> [TRY IT] All that is wanted is the exact lines from the first line of the data below through the line with "pinky tip: (294, 256)", both ends included, with pictures omitted.

> [RECORDS SHOWN]
[Start of Attachment]
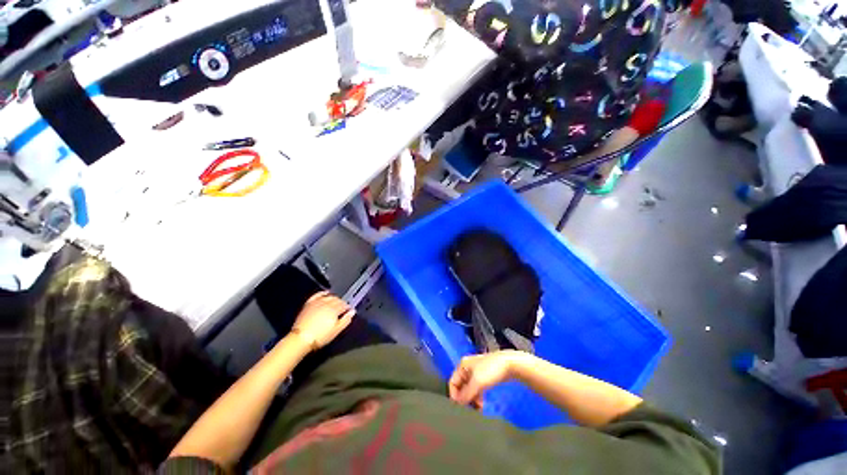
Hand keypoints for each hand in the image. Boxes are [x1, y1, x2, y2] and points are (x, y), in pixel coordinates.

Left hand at [290, 292, 354, 351]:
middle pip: (337, 299)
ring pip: (329, 296)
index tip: (349, 310)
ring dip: (334, 298)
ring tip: (335, 302)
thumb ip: (346, 320)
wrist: (301, 339)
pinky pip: (317, 295)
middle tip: (343, 307)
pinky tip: (325, 293)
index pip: (344, 305)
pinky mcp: (309, 304)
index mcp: (335, 309)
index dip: (347, 307)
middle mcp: (327, 303)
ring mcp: (317, 302)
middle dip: (341, 302)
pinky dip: (322, 293)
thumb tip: (352, 312)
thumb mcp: (336, 330)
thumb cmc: (320, 336)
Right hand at [448, 350, 526, 408]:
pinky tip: (482, 403)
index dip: (454, 395)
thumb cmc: (491, 370)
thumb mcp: (477, 383)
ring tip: (479, 408)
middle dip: (464, 398)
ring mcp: (476, 371)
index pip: (452, 382)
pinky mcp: (484, 376)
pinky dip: (477, 396)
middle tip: (471, 409)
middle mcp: (467, 367)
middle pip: (460, 386)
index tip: (461, 408)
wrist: (509, 364)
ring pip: (469, 388)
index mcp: (462, 365)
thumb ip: (466, 394)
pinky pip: (476, 388)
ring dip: (472, 399)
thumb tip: (458, 404)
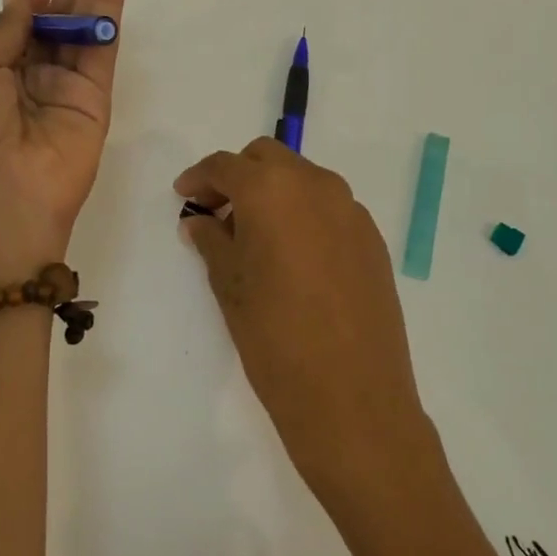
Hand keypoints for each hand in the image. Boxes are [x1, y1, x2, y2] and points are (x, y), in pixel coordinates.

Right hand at [174, 139, 434, 511]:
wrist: (353, 397)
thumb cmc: (275, 339)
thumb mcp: (230, 287)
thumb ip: (212, 242)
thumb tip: (200, 220)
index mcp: (272, 190)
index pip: (226, 165)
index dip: (199, 177)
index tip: (184, 195)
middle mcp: (316, 185)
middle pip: (268, 158)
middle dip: (238, 176)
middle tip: (217, 212)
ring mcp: (350, 209)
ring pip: (302, 178)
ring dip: (274, 192)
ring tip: (254, 236)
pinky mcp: (372, 238)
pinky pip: (329, 207)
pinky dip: (304, 213)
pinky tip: (294, 256)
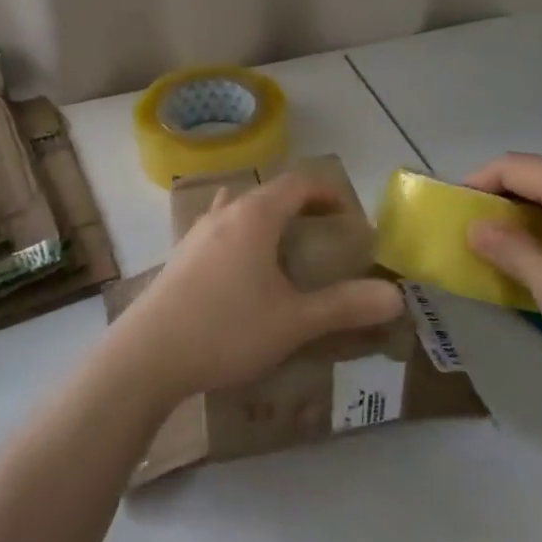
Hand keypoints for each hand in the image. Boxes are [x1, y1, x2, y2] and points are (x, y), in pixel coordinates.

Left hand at [104, 172, 403, 407]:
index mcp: (255, 216)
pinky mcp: (178, 258)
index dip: (325, 192)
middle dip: (297, 205)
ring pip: (237, 209)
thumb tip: (395, 296)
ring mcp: (195, 235)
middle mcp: (224, 214)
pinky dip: (239, 237)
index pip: (297, 184)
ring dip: (264, 218)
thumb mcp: (294, 321)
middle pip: (266, 192)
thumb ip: (345, 306)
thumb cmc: (226, 329)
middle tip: (320, 232)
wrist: (146, 357)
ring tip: (281, 248)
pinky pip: (217, 232)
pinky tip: (240, 274)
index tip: (346, 212)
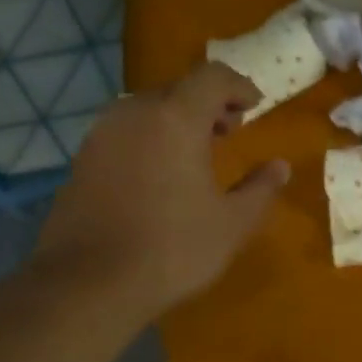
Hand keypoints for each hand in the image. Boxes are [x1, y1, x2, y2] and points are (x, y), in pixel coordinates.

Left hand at [27, 63, 289, 323]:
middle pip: (177, 89)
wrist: (89, 284)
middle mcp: (134, 113)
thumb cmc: (172, 250)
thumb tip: (280, 166)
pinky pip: (123, 133)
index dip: (239, 86)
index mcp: (176, 118)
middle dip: (207, 104)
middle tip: (228, 132)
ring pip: (146, 110)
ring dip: (175, 121)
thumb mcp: (232, 224)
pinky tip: (157, 177)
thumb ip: (261, 189)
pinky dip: (148, 139)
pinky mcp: (81, 160)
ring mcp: (101, 135)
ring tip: (193, 155)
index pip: (212, 77)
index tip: (254, 107)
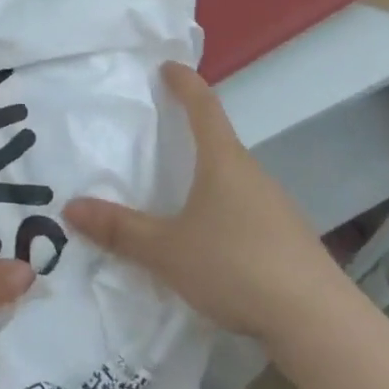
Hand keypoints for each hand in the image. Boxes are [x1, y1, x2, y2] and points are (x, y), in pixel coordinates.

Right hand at [64, 62, 340, 352]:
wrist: (317, 322)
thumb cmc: (235, 265)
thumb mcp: (167, 250)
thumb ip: (120, 230)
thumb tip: (71, 207)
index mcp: (224, 162)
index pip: (203, 106)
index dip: (184, 83)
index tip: (168, 67)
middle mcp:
[End of Attachment]
> [OUTPUT BELOW]
Hand keypoints for each hand in the image. Boxes are [x1, y1, x2, y2] and points are (x, y), in pixel coordinates.

Left hand at [290, 292, 354, 351]:
middle pip: (337, 299)
ring pip: (329, 296)
index tip: (349, 310)
ring dip: (334, 298)
ring tip: (335, 302)
thumb ip: (346, 320)
wrist: (301, 339)
pinky pip: (317, 295)
middle tip: (343, 307)
pinky tip: (325, 293)
index pip: (344, 305)
pinky mcp: (309, 304)
index mcp: (335, 309)
index dip: (347, 307)
middle mcp: (327, 303)
ring mcp: (317, 302)
middle dip: (341, 302)
pinky dip: (322, 293)
thumb tip: (352, 312)
thumb mcp: (336, 330)
thumb cmc: (320, 336)
Right hand at [448, 350, 526, 408]:
pinky tip: (482, 403)
index dip: (454, 395)
thumb cmc: (491, 370)
thumb mcp: (477, 383)
ring tip: (479, 408)
middle dip: (464, 398)
ring mcp: (476, 371)
index pip: (452, 382)
pinky mcp: (484, 376)
pinky dip: (477, 396)
middle tip: (471, 409)
middle mcp: (467, 367)
middle pip: (460, 386)
index tip: (461, 408)
wrist: (509, 364)
ring pip: (469, 388)
index mcp: (462, 365)
thumb ip: (466, 394)
pinky pip: (476, 388)
ring dip: (472, 399)
thumb tip: (458, 404)
Hand keypoints for each hand in the image. Boxes are [x1, y1, x2, y2] and points are (x, y), in pixel coordinates.

Right hand at [174, 139, 434, 511]:
wrist: (353, 397)
thumb cmc: (275, 339)
thumb mcp: (230, 287)
thumb ip: (212, 242)
thumb tip: (200, 220)
index mcp: (272, 190)
index pip: (226, 165)
index dip: (199, 177)
index tip: (184, 195)
middle mcp: (316, 185)
middle pip: (268, 158)
middle dip: (238, 176)
middle tip: (217, 212)
ring mcp: (350, 209)
ring pip: (302, 178)
ring dip: (274, 192)
ring tip: (254, 236)
pinky mcp: (372, 238)
pinky pip: (329, 207)
pinky dip: (304, 213)
pinky tip: (294, 256)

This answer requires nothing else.